# Aim of the exercise:
Where a line looks odd, keep it as it is and transcribe all the material.

# Task input:

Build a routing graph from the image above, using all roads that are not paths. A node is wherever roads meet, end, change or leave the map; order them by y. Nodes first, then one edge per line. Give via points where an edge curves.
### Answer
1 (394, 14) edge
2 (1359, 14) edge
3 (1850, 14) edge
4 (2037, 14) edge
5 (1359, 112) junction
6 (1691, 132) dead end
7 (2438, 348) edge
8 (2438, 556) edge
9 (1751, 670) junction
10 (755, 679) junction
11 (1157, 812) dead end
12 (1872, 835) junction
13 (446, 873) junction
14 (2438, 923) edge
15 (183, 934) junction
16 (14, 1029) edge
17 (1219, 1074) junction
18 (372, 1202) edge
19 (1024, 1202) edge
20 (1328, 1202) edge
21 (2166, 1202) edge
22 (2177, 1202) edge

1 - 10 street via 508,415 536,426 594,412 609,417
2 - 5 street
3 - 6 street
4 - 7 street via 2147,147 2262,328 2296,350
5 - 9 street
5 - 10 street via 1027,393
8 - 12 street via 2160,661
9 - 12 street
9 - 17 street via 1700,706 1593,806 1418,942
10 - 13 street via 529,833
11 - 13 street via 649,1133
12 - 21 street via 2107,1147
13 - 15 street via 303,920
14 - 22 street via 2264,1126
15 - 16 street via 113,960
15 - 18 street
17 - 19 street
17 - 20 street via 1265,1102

# Finished exercise:
Build a routing graph from the image above, using all roads that are not paths. A node is wherever roads meet, end, change or leave the map; order them by y. Nodes first, then one edge per line. Give via points where an edge curves.
### Answer
1 (394, 14) edge
2 (1359, 14) edge
3 (1850, 14) edge
4 (2037, 14) edge
5 (1359, 112) junction
6 (1691, 132) dead end
7 (2438, 348) edge
8 (2438, 556) edge
9 (1751, 670) junction
10 (755, 679) junction
11 (1157, 812) dead end
12 (1872, 835) junction
13 (446, 873) junction
14 (2438, 923) edge
15 (183, 934) junction
16 (14, 1029) edge
17 (1219, 1074) junction
18 (372, 1202) edge
19 (1024, 1202) edge
20 (1328, 1202) edge
21 (2166, 1202) edge
22 (2177, 1202) edge

1 - 10 street via 508,415 536,426 594,412 609,417
2 - 5 street
3 - 6 street
4 - 7 street via 2147,147 2262,328 2296,350
5 - 9 street
5 - 10 street via 1027,393
8 - 12 street via 2160,661
9 - 12 street
9 - 17 street via 1700,706 1593,806 1418,942
10 - 13 street via 529,833
11 - 13 street via 649,1133
12 - 21 street via 2107,1147
13 - 15 street via 303,920
14 - 22 street via 2264,1126
15 - 16 street via 113,960
15 - 18 street
17 - 19 street
17 - 20 street via 1265,1102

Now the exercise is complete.